Chronic pain after tissue trauma is frequent and may have a lasting impact on the functioning and quality of life of the affected person. Despite this, chronic postsurgical and posttraumatic pain is underrecognised and, consequently, undertreated. It is not represented in the current International Classification of Diseases (ICD-10). This article describes the new classification of chronic postsurgical and posttraumatic pain for ICD-11. Chronic postsurgical or posttraumatic pain is defined as chronic pain that develops or increases in intensity after a surgical procedure or a tissue injury and persists beyond the healing process, ie, at least 3 months after the surgery or tissue trauma. In the classification, it is distinguished between tissue trauma arising from a controlled procedure in the delivery of health care (surgery) and forms of uncontrolled accidental damage (other traumas).

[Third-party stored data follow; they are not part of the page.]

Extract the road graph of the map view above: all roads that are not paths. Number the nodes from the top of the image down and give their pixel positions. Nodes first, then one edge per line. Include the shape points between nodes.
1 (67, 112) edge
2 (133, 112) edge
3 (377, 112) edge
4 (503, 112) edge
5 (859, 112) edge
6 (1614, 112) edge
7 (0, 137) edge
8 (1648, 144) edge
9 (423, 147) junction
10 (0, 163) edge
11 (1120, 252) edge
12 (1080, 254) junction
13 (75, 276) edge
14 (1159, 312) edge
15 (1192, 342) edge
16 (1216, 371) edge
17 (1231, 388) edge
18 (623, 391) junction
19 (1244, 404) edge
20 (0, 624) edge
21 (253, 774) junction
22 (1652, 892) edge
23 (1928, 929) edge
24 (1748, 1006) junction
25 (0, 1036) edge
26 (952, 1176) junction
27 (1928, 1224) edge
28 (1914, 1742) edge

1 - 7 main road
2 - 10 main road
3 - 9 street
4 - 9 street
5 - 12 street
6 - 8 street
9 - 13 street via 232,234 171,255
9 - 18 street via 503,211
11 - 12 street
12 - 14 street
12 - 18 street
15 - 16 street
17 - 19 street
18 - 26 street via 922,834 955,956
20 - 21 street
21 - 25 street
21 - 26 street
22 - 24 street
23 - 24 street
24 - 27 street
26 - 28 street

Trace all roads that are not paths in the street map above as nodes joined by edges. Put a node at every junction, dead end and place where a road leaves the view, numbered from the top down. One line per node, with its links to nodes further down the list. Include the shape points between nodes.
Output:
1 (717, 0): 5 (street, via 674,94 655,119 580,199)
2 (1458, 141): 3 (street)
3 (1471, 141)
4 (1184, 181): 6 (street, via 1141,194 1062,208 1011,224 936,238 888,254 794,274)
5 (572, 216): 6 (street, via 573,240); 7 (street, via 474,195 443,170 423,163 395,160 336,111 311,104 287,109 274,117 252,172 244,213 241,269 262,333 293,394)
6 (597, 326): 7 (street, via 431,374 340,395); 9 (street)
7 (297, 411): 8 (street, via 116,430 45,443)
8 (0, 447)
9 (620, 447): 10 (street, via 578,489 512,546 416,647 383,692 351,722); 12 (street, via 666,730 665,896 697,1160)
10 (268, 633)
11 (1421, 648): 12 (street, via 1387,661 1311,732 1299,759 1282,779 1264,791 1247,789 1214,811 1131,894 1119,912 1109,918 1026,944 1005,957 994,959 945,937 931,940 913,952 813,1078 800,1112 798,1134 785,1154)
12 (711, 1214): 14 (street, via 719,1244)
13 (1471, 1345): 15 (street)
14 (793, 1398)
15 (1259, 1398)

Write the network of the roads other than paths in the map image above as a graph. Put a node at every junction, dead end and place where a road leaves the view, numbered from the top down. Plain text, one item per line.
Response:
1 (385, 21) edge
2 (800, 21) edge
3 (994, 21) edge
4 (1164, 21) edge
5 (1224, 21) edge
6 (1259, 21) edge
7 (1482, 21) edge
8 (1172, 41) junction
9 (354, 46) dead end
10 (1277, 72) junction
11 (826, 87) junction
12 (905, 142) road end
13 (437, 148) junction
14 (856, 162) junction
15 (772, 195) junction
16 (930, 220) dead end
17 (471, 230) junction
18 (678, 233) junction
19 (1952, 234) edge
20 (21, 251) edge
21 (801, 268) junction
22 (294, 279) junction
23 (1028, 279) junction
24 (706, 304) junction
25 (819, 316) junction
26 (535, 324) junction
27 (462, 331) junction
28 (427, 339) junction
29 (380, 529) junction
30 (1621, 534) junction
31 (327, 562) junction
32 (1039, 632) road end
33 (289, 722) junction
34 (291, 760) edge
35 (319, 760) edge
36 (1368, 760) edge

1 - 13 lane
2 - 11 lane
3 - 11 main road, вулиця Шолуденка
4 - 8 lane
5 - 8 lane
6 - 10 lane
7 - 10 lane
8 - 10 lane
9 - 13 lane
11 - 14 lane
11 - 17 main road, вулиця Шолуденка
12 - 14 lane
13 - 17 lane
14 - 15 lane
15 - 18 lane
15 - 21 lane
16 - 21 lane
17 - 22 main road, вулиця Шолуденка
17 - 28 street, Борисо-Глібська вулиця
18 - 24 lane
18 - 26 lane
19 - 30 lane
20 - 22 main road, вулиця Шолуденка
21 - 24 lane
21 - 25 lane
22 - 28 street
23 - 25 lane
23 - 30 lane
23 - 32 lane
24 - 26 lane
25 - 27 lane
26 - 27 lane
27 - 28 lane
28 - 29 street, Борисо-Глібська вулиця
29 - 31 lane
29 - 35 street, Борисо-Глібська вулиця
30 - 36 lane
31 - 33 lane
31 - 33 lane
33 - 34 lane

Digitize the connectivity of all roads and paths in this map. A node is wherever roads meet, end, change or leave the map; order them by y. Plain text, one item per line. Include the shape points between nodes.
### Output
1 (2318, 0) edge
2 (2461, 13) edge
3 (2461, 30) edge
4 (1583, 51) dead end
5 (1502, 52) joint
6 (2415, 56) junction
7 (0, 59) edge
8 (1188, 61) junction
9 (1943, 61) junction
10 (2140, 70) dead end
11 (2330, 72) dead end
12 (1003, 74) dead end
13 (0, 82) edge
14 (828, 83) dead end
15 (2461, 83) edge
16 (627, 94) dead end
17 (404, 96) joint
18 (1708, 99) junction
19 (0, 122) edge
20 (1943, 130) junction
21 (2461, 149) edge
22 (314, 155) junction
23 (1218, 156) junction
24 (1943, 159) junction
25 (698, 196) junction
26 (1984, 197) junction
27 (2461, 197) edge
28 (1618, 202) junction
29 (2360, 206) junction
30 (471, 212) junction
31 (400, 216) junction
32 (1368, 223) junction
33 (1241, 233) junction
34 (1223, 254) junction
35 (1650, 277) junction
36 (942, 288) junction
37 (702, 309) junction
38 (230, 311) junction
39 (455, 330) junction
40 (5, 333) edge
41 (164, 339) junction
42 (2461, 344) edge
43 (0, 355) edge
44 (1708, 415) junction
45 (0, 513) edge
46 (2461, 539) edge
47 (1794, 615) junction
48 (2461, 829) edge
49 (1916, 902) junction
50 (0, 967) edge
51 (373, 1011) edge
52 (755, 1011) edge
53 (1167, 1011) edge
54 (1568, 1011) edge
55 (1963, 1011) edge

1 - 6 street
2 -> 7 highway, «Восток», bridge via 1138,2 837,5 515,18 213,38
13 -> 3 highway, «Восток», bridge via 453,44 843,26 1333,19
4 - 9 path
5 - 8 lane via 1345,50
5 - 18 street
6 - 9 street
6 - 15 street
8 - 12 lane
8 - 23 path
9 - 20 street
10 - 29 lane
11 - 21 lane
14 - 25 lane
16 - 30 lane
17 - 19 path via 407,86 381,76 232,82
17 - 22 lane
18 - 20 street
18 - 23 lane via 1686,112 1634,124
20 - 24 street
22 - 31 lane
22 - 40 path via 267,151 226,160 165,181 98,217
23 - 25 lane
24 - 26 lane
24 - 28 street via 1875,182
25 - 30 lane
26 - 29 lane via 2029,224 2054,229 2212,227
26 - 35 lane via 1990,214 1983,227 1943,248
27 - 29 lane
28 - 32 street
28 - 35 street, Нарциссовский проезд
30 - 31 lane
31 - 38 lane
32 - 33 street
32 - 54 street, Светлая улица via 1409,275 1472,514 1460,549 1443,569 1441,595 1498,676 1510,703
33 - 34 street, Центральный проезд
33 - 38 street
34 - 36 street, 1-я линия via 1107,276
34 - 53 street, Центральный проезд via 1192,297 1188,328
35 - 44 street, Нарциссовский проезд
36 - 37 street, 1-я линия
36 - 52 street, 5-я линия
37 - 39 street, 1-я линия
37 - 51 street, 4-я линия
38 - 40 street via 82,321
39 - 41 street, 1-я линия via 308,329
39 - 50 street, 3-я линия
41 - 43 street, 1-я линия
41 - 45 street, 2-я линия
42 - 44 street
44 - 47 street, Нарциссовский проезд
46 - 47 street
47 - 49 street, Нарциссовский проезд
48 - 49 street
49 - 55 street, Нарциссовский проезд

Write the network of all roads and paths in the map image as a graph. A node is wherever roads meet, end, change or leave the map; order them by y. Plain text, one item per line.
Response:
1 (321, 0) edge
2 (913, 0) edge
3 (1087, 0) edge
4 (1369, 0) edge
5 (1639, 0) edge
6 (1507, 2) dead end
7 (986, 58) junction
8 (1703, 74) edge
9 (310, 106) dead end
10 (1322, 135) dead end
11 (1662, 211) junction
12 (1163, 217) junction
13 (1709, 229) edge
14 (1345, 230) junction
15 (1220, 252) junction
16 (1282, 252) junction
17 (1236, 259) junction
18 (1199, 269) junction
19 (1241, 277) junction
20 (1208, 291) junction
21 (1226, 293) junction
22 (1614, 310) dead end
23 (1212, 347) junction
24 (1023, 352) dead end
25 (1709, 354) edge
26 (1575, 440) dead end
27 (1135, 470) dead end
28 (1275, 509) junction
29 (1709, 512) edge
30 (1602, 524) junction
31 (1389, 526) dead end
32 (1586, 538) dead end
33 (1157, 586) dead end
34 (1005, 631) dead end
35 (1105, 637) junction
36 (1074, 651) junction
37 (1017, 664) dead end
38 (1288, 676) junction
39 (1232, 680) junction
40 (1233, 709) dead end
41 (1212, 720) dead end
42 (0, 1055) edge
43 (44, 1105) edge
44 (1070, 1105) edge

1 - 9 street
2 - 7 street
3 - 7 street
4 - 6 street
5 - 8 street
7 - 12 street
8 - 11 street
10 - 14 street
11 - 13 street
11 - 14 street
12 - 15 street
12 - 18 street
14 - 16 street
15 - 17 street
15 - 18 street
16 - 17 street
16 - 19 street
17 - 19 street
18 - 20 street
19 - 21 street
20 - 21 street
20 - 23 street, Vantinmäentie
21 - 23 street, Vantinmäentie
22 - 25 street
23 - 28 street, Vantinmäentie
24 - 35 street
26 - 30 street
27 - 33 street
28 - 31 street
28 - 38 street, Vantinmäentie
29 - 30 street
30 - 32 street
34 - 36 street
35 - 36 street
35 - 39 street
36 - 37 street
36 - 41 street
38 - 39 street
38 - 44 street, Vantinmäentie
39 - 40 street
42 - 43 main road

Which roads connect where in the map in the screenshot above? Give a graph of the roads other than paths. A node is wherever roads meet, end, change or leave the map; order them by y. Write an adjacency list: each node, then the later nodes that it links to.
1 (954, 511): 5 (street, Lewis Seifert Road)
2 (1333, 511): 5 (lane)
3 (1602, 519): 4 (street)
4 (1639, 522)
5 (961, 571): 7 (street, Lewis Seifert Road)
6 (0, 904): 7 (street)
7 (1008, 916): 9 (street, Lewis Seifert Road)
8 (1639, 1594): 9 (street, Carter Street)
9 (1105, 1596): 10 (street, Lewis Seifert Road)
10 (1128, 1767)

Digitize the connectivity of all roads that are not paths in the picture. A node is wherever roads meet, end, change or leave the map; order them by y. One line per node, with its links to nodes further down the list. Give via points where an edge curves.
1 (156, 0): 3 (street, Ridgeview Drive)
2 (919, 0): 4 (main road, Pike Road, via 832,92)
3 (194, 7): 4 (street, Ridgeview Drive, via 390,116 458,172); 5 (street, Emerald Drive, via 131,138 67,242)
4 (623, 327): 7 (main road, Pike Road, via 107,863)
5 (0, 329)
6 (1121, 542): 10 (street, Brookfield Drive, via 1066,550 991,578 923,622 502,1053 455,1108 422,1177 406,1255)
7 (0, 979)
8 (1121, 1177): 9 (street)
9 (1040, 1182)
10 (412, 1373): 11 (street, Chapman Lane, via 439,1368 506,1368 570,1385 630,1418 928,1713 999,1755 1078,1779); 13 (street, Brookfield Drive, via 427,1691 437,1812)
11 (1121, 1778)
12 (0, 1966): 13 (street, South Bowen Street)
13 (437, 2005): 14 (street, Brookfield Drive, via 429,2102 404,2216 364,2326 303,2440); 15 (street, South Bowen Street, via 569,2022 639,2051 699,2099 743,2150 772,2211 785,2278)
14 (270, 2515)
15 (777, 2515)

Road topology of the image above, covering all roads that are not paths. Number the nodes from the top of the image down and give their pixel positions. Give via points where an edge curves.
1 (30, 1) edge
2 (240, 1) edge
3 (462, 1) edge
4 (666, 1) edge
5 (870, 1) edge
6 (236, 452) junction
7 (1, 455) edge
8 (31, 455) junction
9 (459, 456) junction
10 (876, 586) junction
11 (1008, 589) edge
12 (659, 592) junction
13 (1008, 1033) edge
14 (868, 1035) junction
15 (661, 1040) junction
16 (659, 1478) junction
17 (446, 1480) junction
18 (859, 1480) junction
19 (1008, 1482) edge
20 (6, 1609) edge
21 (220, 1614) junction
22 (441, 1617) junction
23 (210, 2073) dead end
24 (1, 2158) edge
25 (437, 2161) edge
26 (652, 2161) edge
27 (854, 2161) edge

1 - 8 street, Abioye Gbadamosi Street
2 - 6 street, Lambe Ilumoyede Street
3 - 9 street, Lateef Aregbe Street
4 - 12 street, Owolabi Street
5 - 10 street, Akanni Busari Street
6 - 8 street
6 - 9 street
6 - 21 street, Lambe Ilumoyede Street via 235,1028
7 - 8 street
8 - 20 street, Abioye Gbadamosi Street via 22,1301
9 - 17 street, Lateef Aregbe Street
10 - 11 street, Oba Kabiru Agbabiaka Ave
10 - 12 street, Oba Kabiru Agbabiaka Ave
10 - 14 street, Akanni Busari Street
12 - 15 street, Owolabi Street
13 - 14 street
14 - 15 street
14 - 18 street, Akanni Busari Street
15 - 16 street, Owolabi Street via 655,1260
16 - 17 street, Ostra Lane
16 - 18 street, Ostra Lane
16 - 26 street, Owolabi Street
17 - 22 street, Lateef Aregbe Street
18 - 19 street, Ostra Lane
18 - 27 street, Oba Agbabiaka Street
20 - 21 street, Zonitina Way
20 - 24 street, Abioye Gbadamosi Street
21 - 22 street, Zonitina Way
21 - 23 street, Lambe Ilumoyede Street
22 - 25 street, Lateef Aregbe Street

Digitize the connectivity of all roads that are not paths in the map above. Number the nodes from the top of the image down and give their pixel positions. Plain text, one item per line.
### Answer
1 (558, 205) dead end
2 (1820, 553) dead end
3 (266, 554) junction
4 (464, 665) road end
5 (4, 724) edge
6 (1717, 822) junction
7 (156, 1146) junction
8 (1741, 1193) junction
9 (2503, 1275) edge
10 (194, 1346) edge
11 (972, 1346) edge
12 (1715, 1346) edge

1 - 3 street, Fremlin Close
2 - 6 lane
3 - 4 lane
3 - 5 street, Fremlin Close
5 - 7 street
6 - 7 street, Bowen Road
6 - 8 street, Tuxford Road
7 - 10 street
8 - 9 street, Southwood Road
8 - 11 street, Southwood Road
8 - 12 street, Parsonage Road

In both sections, the most frequent conditions are included. This provides diagnostic codes for chronic pain conditions that persist after the initial tissue trauma has healed and that require specific treatment and management. It is expected that the representation of chronic postsurgical and posttraumatic pain in ICD-11 furthers identification, diagnosis, and treatment of these pain states. Even more importantly, it will make the diagnosis of chronic posttraumatic or postsurgical pain statistically visible and, it is hoped, stimulate research into these pain syndromes.